楚籽绡皱眉:“确实牢固到让他们放心,但我被捆着怎么咔咔他呢?”
“你看,只要拿小拇指勾一下这个圈圈,就能立刻解开哦!”
她试着照做,果真如此。
二人下车。楚籽绡将背后的兜帽戴上,不由地在冷风里哆嗦了下。
走出庄园大门的是一位穿着笔挺制服的老绅士,他表情平淡地扫过二人:“有劳了,白小姐。”
白桔举起戴着黑色兜帽女人的双手:“这是灵缚绳,不用我多解释了吧?货我已经送到了,怎么支付?”
有关于落矩的回忆,她已经恢复了大半,这是利欧斯名下的房产之一,眼前人正是这座庄园的管家。狡兔三窟,不过这个地方利欧斯并不常住,所以她对此的印象不多。
楚籽绡的脸隐藏在兜帽之下,阴影盖住了大半,白桔放下了她被绳子束缚的手,顺势,她去看手心里最新冒出的血字:他在里面。

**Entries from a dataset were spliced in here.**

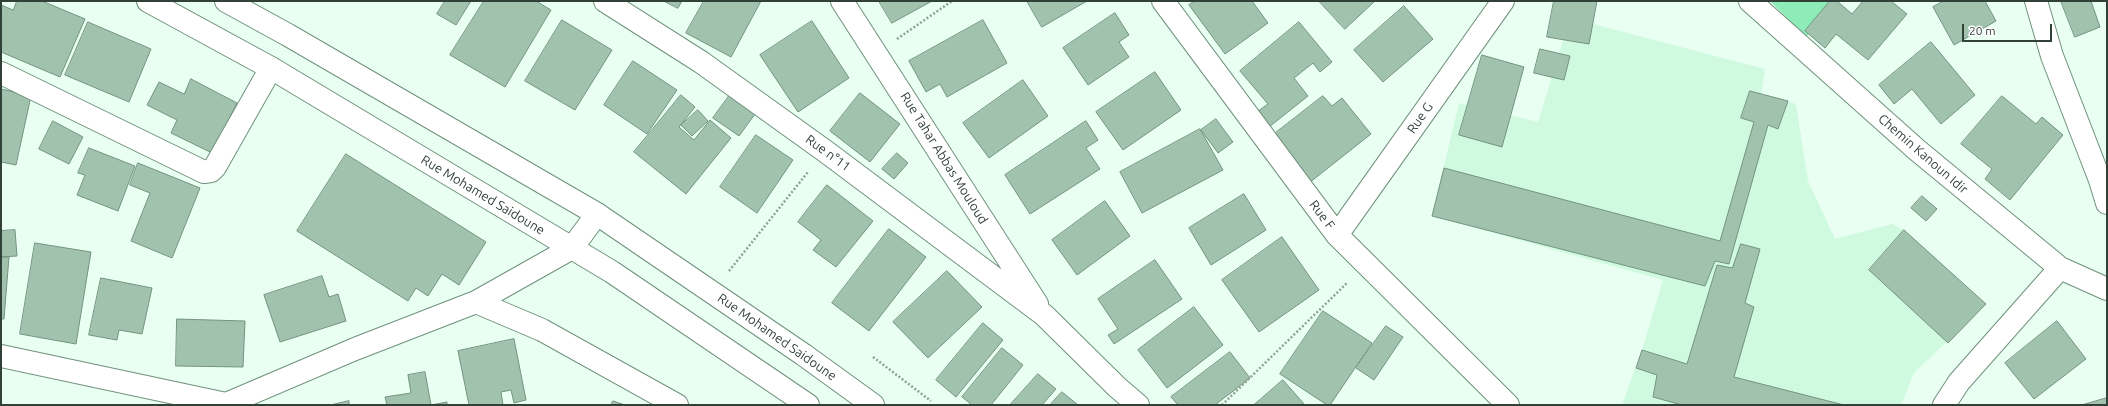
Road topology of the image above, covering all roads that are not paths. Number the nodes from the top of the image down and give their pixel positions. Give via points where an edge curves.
1 (148, 1) edge
2 (226, 1) edge
3 (605, 1) edge
4 (842, 1) edge
5 (1163, 1) edge
6 (1503, 1) edge
7 (1750, 1) edge
8 (2036, 1) edge
9 (271, 68) junction
10 (1, 74) edge
11 (2107, 203) edge
12 (597, 214) junction
13 (1337, 235) junction
14 (572, 248) junction
15 (2060, 268) junction
16 (2107, 289) edge
17 (476, 302) junction
18 (1044, 315) junction
19 (1, 356) edge
20 (226, 404) edge
21 (677, 405) edge
22 (808, 405) edge
23 (873, 405) edge
24 (1138, 405) edge
25 (1508, 405) edge
26 (1944, 405) edge

1 - 9 street, Rue Mohamed Saidoune
2 - 12 street, Rue Mohamed Saidoune
3 - 18 street, Rue n°11 via 701,62
4 - 18 street, Rue Tahar Abbas Mouloud
5 - 13 street, Rue F
6 - 13 street, Rue G
7 - 15 street, Chemin Kanoun Idir via 1917,150
8 - 11 street via 2052,56
9 - 10 street via 215,167 204,172
9 - 14 street, Rue Mohamed Saidoune
12 - 14 street
12 - 23 street, Rue Mohamed Saidoune via 804,354
13 - 25 street, Rue F
14 - 17 street
14 - 22 street, Rue Mohamed Saidoune via 618,276
15 - 16 street, Chemin Kanoun Idir
15 - 26 street via 1959,382
17 - 20 street via 355,349
17 - 21 street via 542,330
18 - 24 street
19 - 20 street

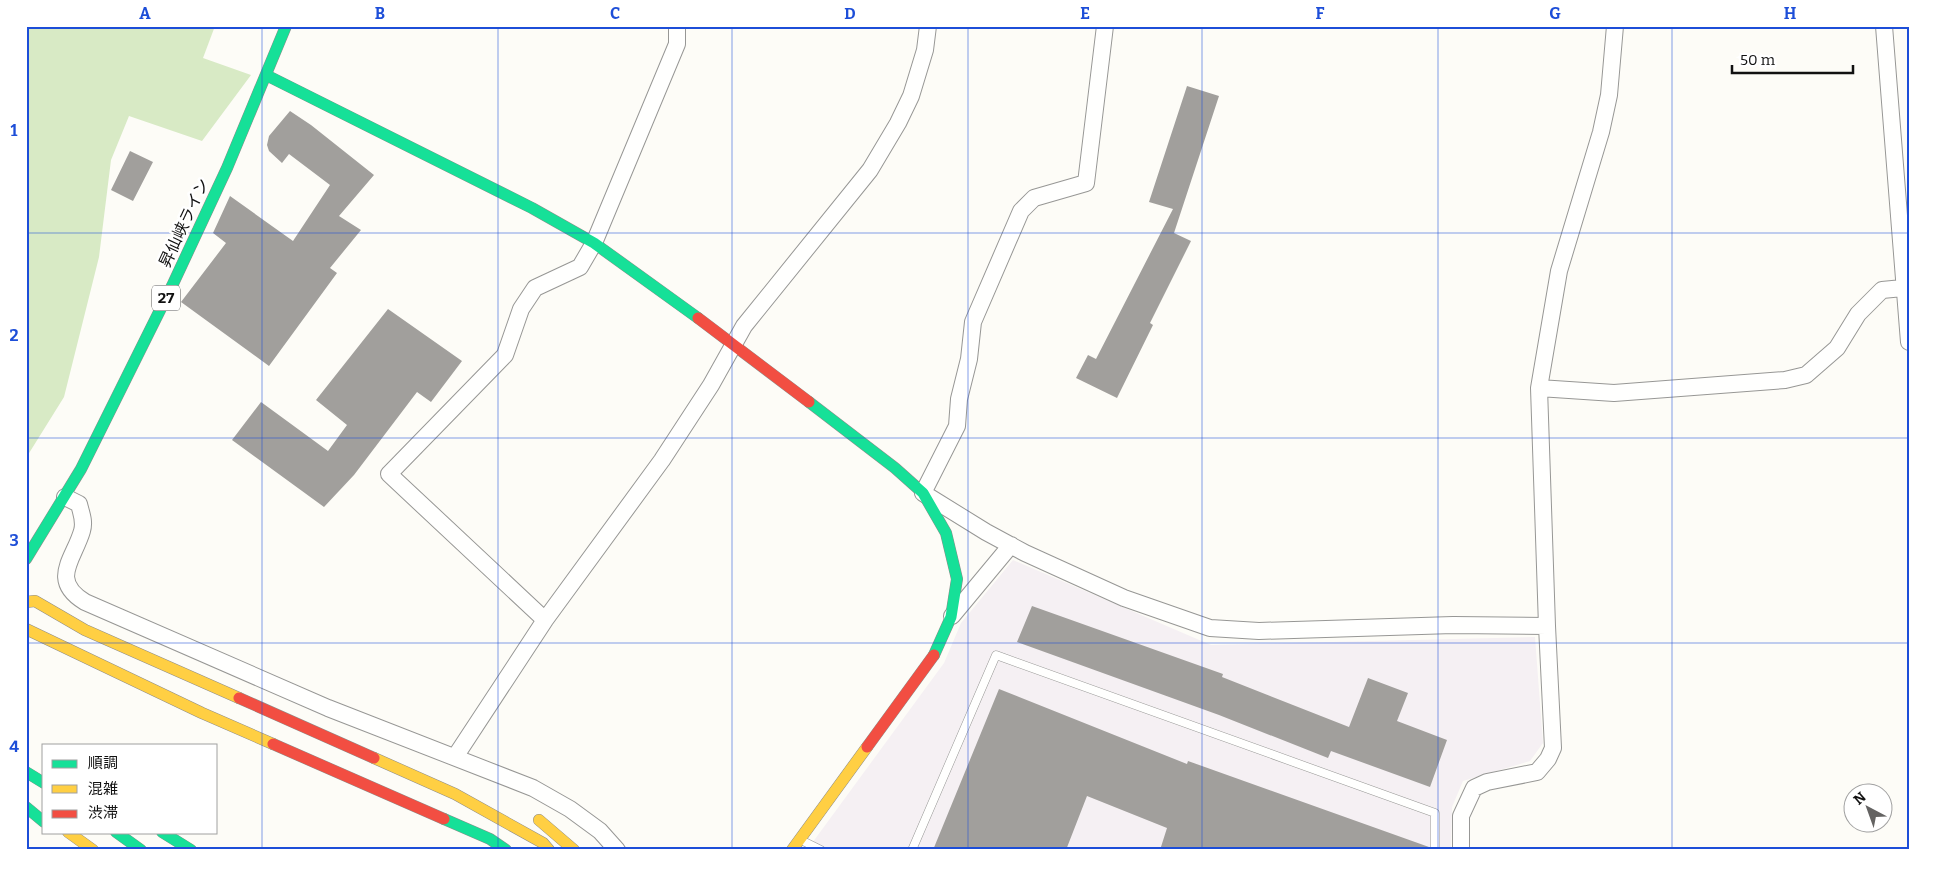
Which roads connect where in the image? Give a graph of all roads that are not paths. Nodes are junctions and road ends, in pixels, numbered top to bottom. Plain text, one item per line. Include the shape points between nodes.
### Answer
1 (286, 26) edge
2 (677, 26) edge
3 (928, 26) edge
4 (1105, 26) edge
5 (1615, 26) edge
6 (1884, 26) edge
7 (266, 75) junction
8 (594, 243) junction
9 (1905, 265) edge
10 (1903, 288) junction
11 (1909, 342) edge
12 (733, 345) junction
13 (1539, 388) junction
14 (923, 493) junction
15 (64, 497) junction
16 (1011, 545) junction
17 (26, 559) edge
18 (26, 602) edge
19 (951, 617) junction
20 (545, 620) junction
21 (1547, 626) junction
22 (26, 629) edge
23 (214, 687) junction
24 (202, 713) junction
25 (454, 756) junction
26 (26, 772) edge
27 (42, 782) edge
28 (465, 787) dead end
29 (429, 800) dead end
30 (26, 805) edge
31 (465, 814) dead end
32 (525, 814) dead end
33 (42, 815) edge
34 (42, 820) edge
35 (58, 834) edge
36 (71, 834) edge
37 (119, 834) edge
38 (165, 834) edge
39 (800, 839) junction
40 (76, 850) edge
41 (94, 850) edge
42 (141, 850) edge
43 (191, 850) edge
44 (506, 850) edge
45 (532, 850) edge
46 (549, 850) edge
47 (574, 850) edge
48 (617, 850) edge
49 (792, 850) edge
50 (821, 850) edge
51 (912, 850) edge
52 (1435, 850) edge
53 (1461, 850) edge

1 - 7 main road, 昇仙峡ライン / 27
2 - 8 street via 677,44
3 - 12 street via 925,50 911,96 870,170 744,326
4 - 14 street via 1086,183 1034,198 1021,210 973,322 970,359 958,399 957,426
5 - 13 street via 1609,95 1559,270
6 - 9 street
7 - 8 main road via 532,208
7 - 15 main road, 昇仙峡ライン / 27 via 176,278
8 - 12 main road
8 - 20 street via 580,267 535,288 521,309 505,355 389,474
9 - 10 street
10 - 11 street
10 - 13 street via 1882,290 1858,314 1837,348 1806,375 1785,380 1614,394
12 - 14 main road via 895,468
12 - 20 street via 662,460
13 - 21 street
14 - 16 street
14 - 19 main road via 946,533 957,580
15 - 17 main road, 昇仙峡ライン / 27
15 - 25 street via 78,504 83,519 66,571 72,594 328,708
16 - 19 street
16 - 21 street via 1124,598 1210,628 1259,631 1453,625
18 - 23 main road via 35,602 85,630
19 - 39 main road via 933,658
20 - 25 street
21 - 53 street via 1553,748 1537,772 1487,782 1474,788 1461,816
22 - 24 main road
23 - 28 main road
23 - 46 main road via 454,794 543,843
24 - 29 main road
24 - 44 main road via 490,839
25 - 48 street via 540,792 570,809 600,831
26 - 27 main road
30 - 33 main road
30 - 34 main road
31 - 45 main road via 483,820
32 - 47 main road via 542,822
35 - 40 main road
36 - 41 main road
37 - 42 main road
38 - 43 main road
39 - 49 main road
39 - 50 lane
51 - 52 lane via 996,655 1435,813

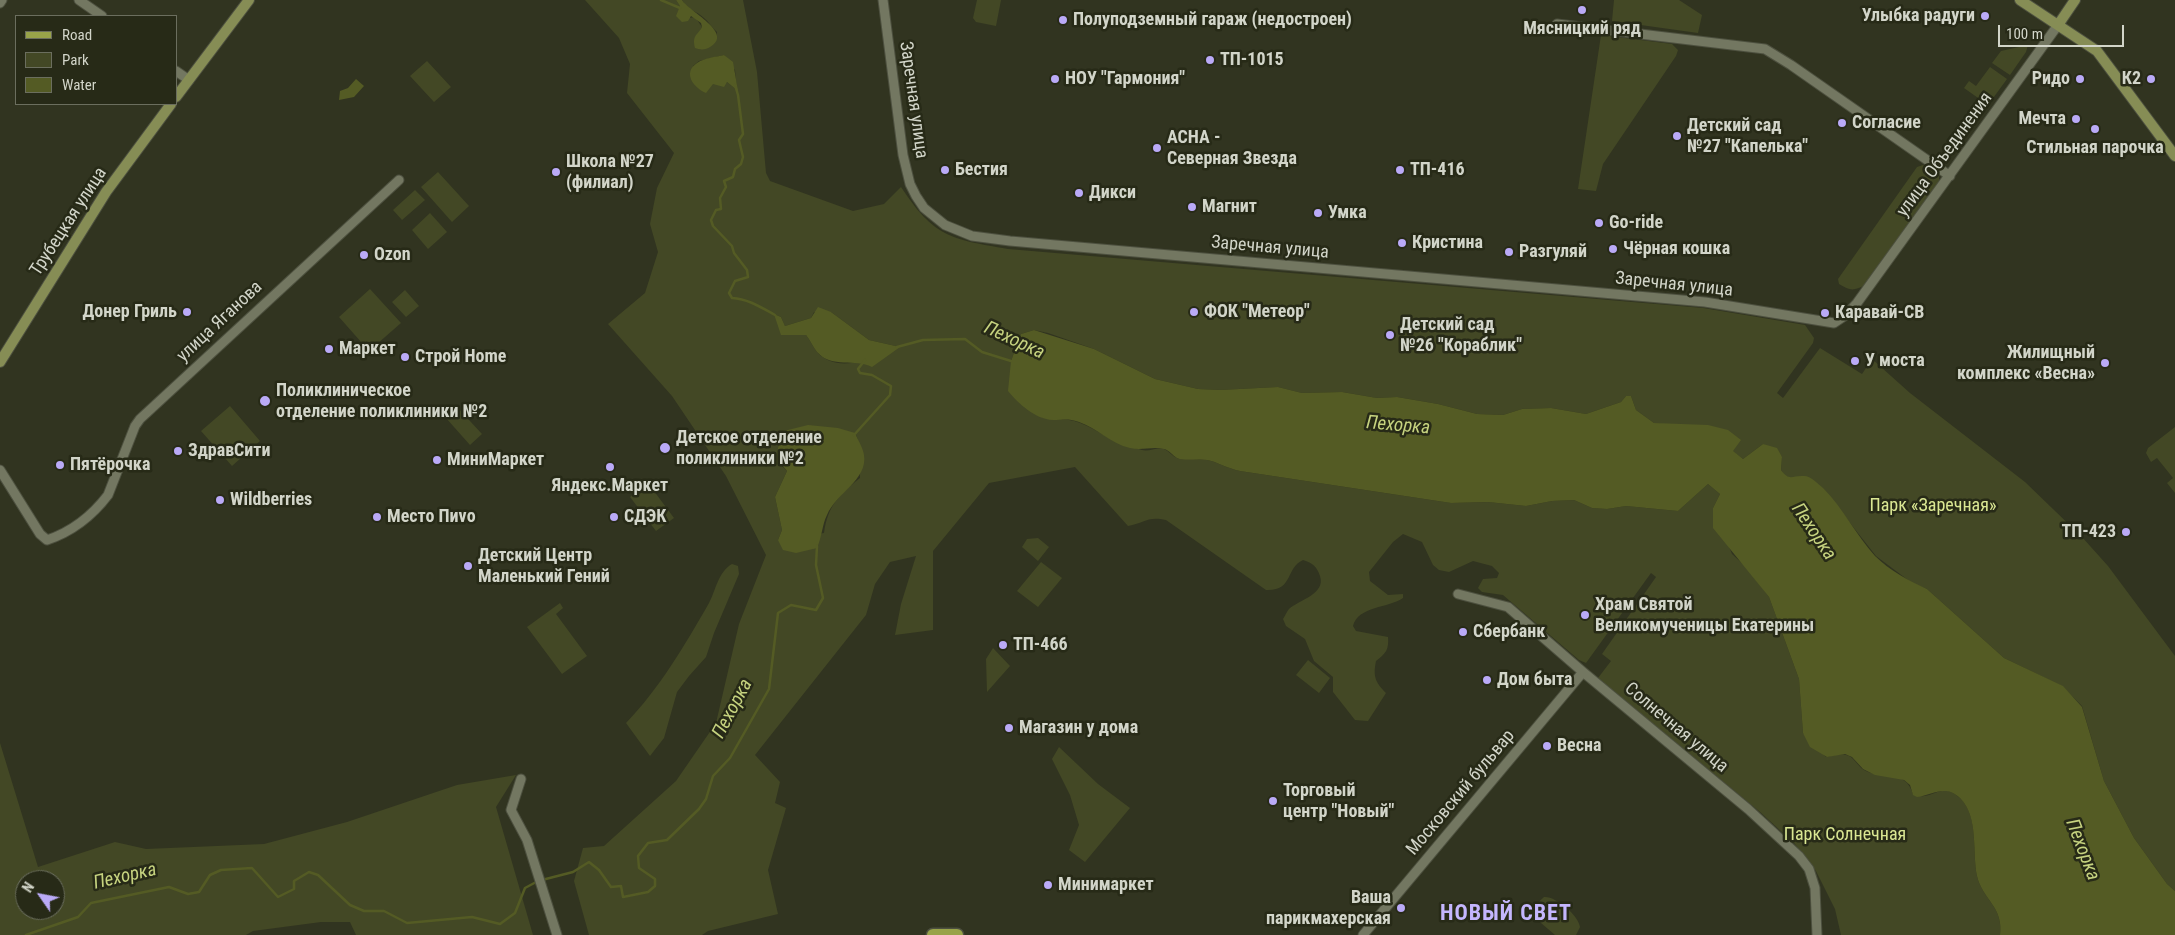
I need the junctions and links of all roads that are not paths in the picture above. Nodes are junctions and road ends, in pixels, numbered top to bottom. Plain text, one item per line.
1 (2, 0) edge
2 (79, 0) edge
3 (249, 0) edge
4 (883, 0) edge
5 (2020, 0) edge
6 (2075, 0) edge
7 (0, 3) edge
8 (101, 15) edge
9 (1557, 24) dead end
10 (2058, 25) junction
11 (178, 72) edge
12 (189, 80) junction
13 (178, 94) edge
14 (170, 105) edge
15 (2175, 156) edge
16 (1950, 176) junction
17 (399, 180) dead end
18 (1834, 323) joint
19 (0, 362) edge
20 (0, 470) edge
21 (1458, 594) dead end
22 (1582, 672) junction
23 (521, 779) dead end
24 (557, 935) edge
25 (933, 935) edge
26 (957, 935) edge
27 (1363, 935) edge
28 (1817, 935) edge

1 - 7 street
2 - 8 street
3 - 12 main road
4 - 18 street, Заречная улица
5 - 10 main road
6 - 10 main road, улица Объединения
9 - 16 street
10 - 15 main road
10 - 16 street, улица Объединения
11 - 12 street
12 - 13 main road
14 - 19 main road, Трубецкая улица
16 - 18 street, улица Объединения
17 - 20 street, улица Яганова
21 - 22 street, Солнечная улица
22 - 27 street, Московский бульвар
22 - 28 street, Солнечная улица
23 - 24 street
25 - 26 main road

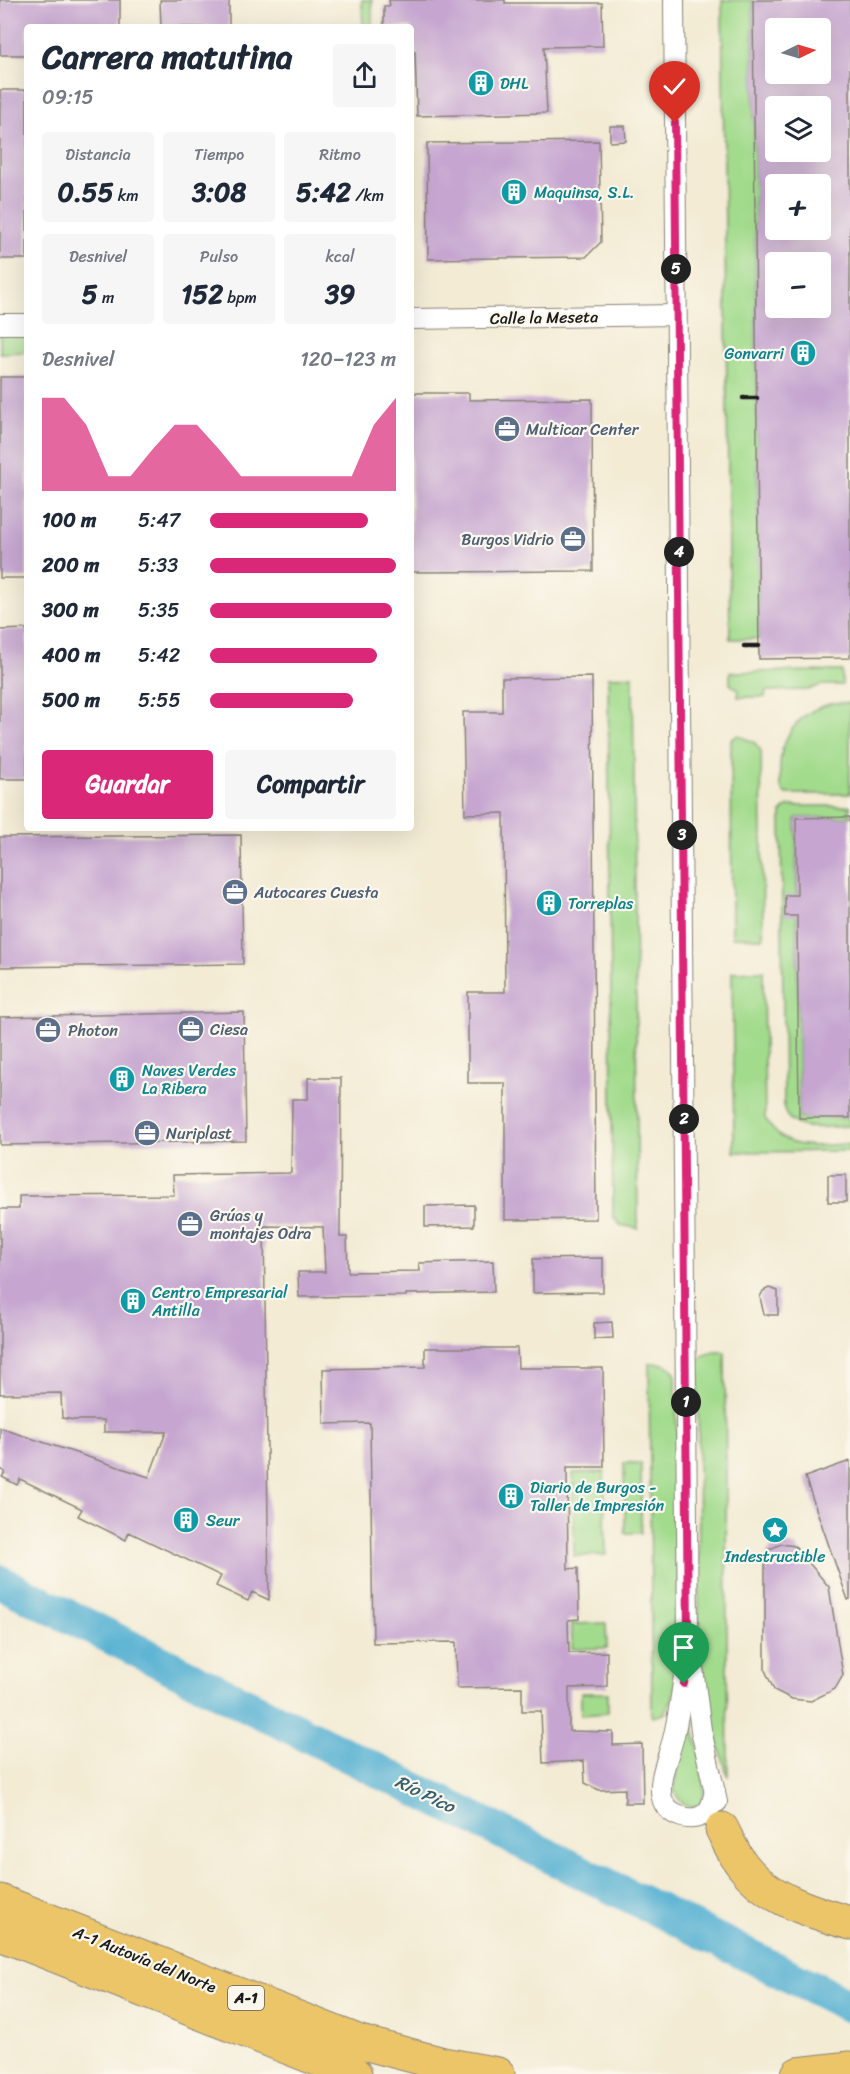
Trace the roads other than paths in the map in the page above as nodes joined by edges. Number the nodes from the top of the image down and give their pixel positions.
1 (674, 0) edge
2 (676, 315) junction
3 (414, 319) edge
4 (0, 324) edge
5 (24, 324) edge
6 (688, 1639) junction
7 (715, 1791) junction
8 (722, 1829) joint
9 (0, 1901) edge
10 (850, 1923) edge
11 (0, 1934) edge
12 (850, 2068) edge
13 (355, 2074) edge
14 (498, 2074) edge
15 (798, 2074) edge

1 - 2 street
2 - 3 street, Calle la Meseta
2 - 6 street
4 - 5 street
6 - 7 street
6 - 7 street
7 - 8 street
8 - 10 highway
9 - 14 highway, A-1 Autovía del Norte / A-1
11 - 13 highway, A-1 Autovía del Norte / A-1
12 - 15 highway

她不动声色,用食指在手心画了一个问号,等待落矩的下一步指示。
血字继续跳跃:杀了他。
楚籽绡在手心写字:行,杀了他就放我离开啊。一言为定。
血字回应:我说到做到。
管家对着白桔语气和蔼:“三千星币,稍后就会打到您的账上,请您注意查收。”
话毕,他将目光投放到“货”上,伸手把灵缚绳解开了。
楚籽绡和白桔的脸上都出现了一瞬的错愕。
“罗伯尔先生说了,他要见你,落矩。”
楚籽绡眼底难掩欣喜,她望了一眼漫长的露台走廊,低头摸了摸掌心,此时落矩并没有任何回应,但是她等不了太久,即刻跟上管家的步伐走向庄园的深处。
本来就是一场冰冷又虚假的金钱交易,白桔面色沉重地坐回马车上。
任务完成,她已经把人送到了少爷所说的庄园之中。至于这个悬赏令上的女人生还是死,她控制不了。
白桔转了一下手中的戒指,一只白鸽顶开马车的帘布,探出脑袋。
“乖乖,赶紧把信送到少爷手里啊,十万紧急。”
她摊开手心,喂给鸽子一些金色的玉米粒:“好,赶紧上路吧!”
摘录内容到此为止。